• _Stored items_
##########

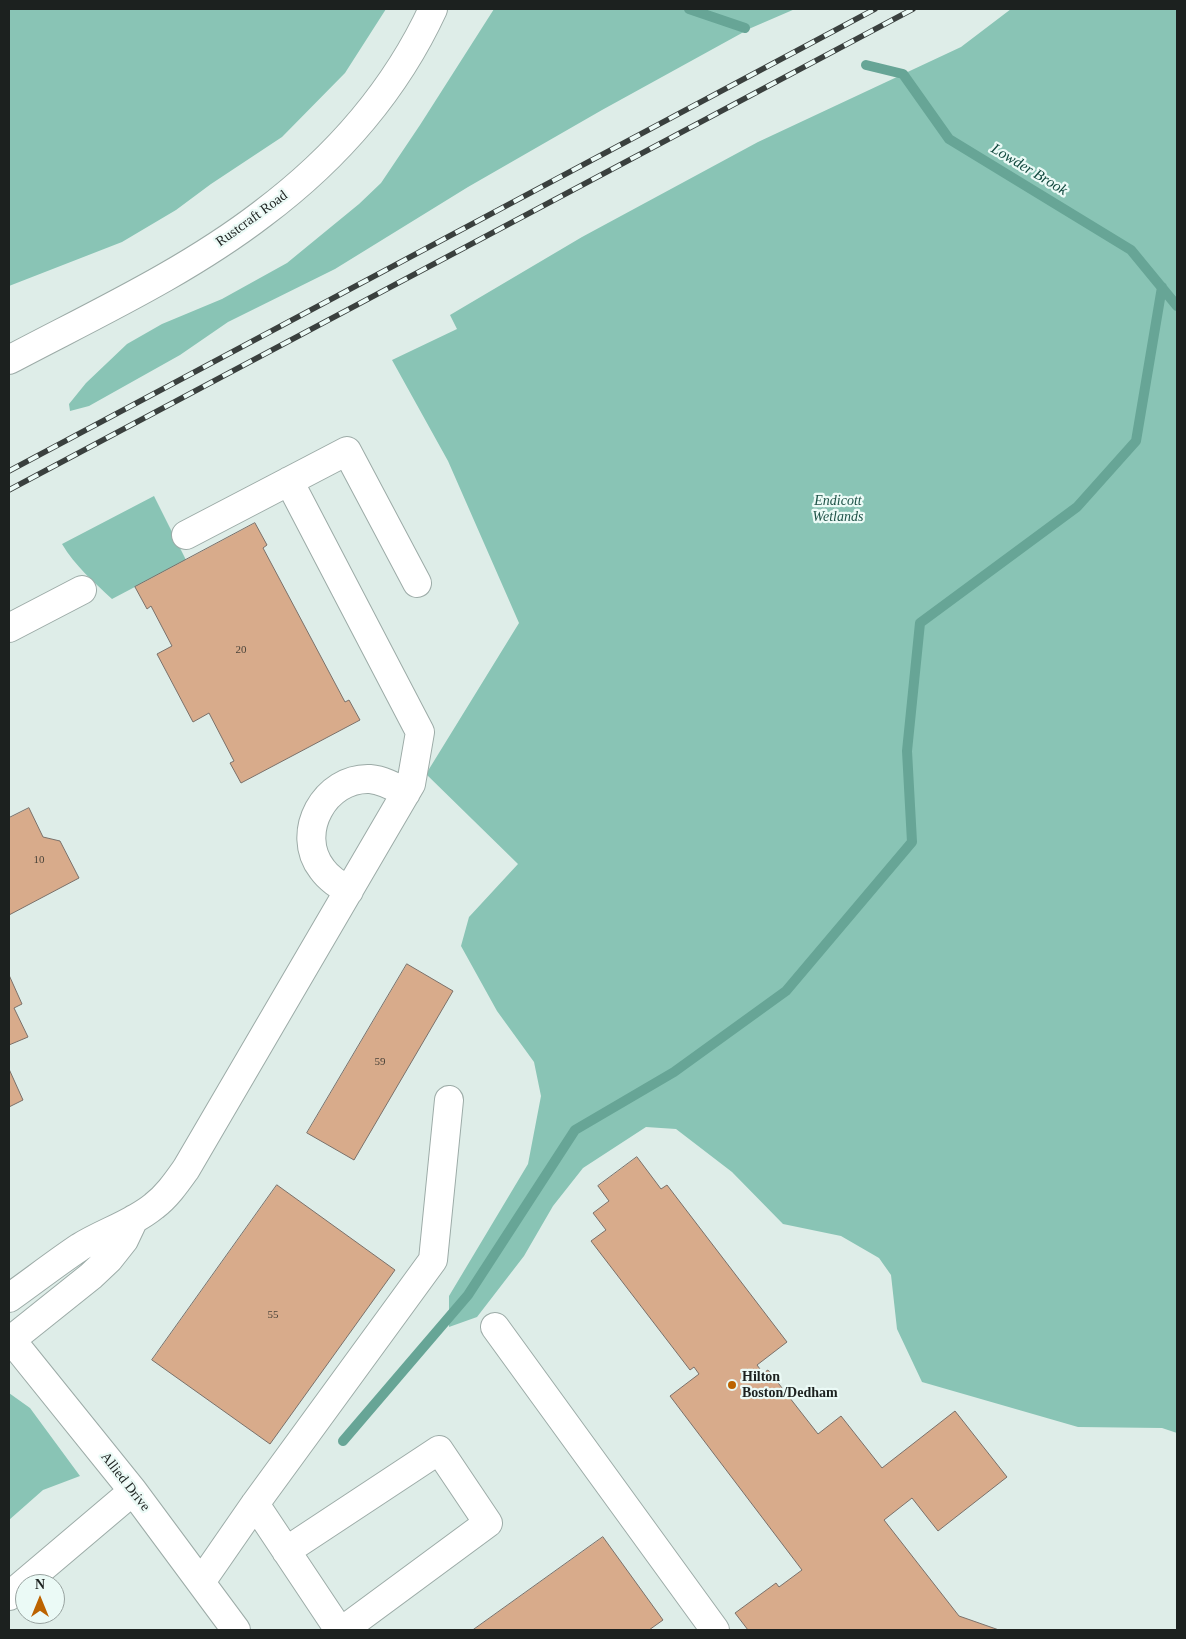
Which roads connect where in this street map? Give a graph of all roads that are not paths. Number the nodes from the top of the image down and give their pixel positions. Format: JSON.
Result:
{"nodes":[{"id":1,"x":433,"y":9,"type":"edge"},
{"id":2,"x":9,"y":360,"type":"edge"},
{"id":3,"x":289,"y":481,"type":"junction"},
{"id":4,"x":186,"y":535,"type":"dead end"},
{"id":5,"x":417,"y":584,"type":"dead end"},
{"id":6,"x":82,"y":590,"type":"dead end"},
{"id":7,"x":9,"y":628,"type":"edge"},
{"id":8,"x":406,"y":793,"type":"junction"},
{"id":9,"x":349,"y":891,"type":"junction"},
{"id":10,"x":449,"y":1100,"type":"dead end"},
{"id":11,"x":134,"y":1219,"type":"junction"},
{"id":12,"x":9,"y":1298,"type":"edge"},
{"id":13,"x":495,"y":1326,"type":"dead end"},
{"id":14,"x":10,"y":1338,"type":"edge"},
{"id":15,"x":133,"y":1491,"type":"junction"},
{"id":16,"x":255,"y":1504,"type":"junction"},
{"id":17,"x":286,"y":1552,"type":"junction"},
{"id":18,"x":201,"y":1582,"type":"junction"},
{"id":19,"x":9,"y":1596,"type":"edge"},
{"id":20,"x":236,"y":1630,"type":"edge"},
{"id":21,"x":339,"y":1630,"type":"edge"},
{"id":22,"x":343,"y":1630,"type":"edge"},
{"id":23,"x":715,"y":1630,"type":"edge"}],
"edges":[{"from":1,"to":2,"type":"main road","name":"Rustcraft Road"},
{"from":3,"to":4,"type":"main road"},
{"from":3,"to":5,"type":"main road"},
{"from":3,"to":8,"type":"main road"},
{"from":6,"to":7,"type":"main road"},
{"from":8,"to":9,"type":"main road"},
{"from":8,"to":9,"type":"main road"},
{"from":9,"to":11,"type":"main road"},
{"from":10,"to":16,"type":"main road"},
{"from":11,"to":12,"type":"main road"},
{"from":11,"to":14,"type":"main road"},
{"from":13,"to":23,"type":"main road"},
{"from":14,"to":15,"type":"main road","name":"Allied Drive"},
{"from":15,"to":18,"type":"main road","name":"Allied Drive"},
{"from":15,"to":19,"type":"main road"},
{"from":16,"to":17,"type":"main road"},
{"from":16,"to":18,"type":"main road"},
{"from":17,"to":21,"type":"main road"},
{"from":17,"to":22,"type":"main road"},
{"from":18,"to":20,"type":"main road","name":"Allied Drive"}]}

##########

• _Task details_
All the lines above need to be repeated exactly, with no pictures carried over.

• _Answer area_
Which roads connect where in this street map? Give a graph of all roads that are not paths. Number the nodes from the top of the image down and give their pixel positions. Format: JSON.
Result:
{"nodes":[{"id":1,"x":433,"y":9,"type":"edge"},
{"id":2,"x":9,"y":360,"type":"edge"},
{"id":3,"x":289,"y":481,"type":"junction"},
{"id":4,"x":186,"y":535,"type":"dead end"},
{"id":5,"x":417,"y":584,"type":"dead end"},
{"id":6,"x":82,"y":590,"type":"dead end"},
{"id":7,"x":9,"y":628,"type":"edge"},
{"id":8,"x":406,"y":793,"type":"junction"},
{"id":9,"x":349,"y":891,"type":"junction"},
{"id":10,"x":449,"y":1100,"type":"dead end"},
{"id":11,"x":134,"y":1219,"type":"junction"},
{"id":12,"x":9,"y":1298,"type":"edge"},
{"id":13,"x":495,"y":1326,"type":"dead end"},
{"id":14,"x":10,"y":1338,"type":"edge"},
{"id":15,"x":133,"y":1491,"type":"junction"},
{"id":16,"x":255,"y":1504,"type":"junction"},
{"id":17,"x":286,"y":1552,"type":"junction"},
{"id":18,"x":201,"y":1582,"type":"junction"},
{"id":19,"x":9,"y":1596,"type":"edge"},
{"id":20,"x":236,"y":1630,"type":"edge"},
{"id":21,"x":339,"y":1630,"type":"edge"},
{"id":22,"x":343,"y":1630,"type":"edge"},
{"id":23,"x":715,"y":1630,"type":"edge"}],
"edges":[{"from":1,"to":2,"type":"main road","name":"Rustcraft Road"},
{"from":3,"to":4,"type":"main road"},
{"from":3,"to":5,"type":"main road"},
{"from":3,"to":8,"type":"main road"},
{"from":6,"to":7,"type":"main road"},
{"from":8,"to":9,"type":"main road"},
{"from":8,"to":9,"type":"main road"},
{"from":9,"to":11,"type":"main road"},
{"from":10,"to":16,"type":"main road"},
{"from":11,"to":12,"type":"main road"},
{"from":11,"to":14,"type":"main road"},
{"from":13,"to":23,"type":"main road"},
{"from":14,"to":15,"type":"main road","name":"Allied Drive"},
{"from":15,"to":18,"type":"main road","name":"Allied Drive"},
{"from":15,"to":19,"type":"main road"},
{"from":16,"to":17,"type":"main road"},
{"from":16,"to":18,"type":"main road"},
{"from":17,"to":21,"type":"main road"},
{"from":17,"to":22,"type":"main road"},
{"from":18,"to":20,"type":"main road","name":"Allied Drive"}]}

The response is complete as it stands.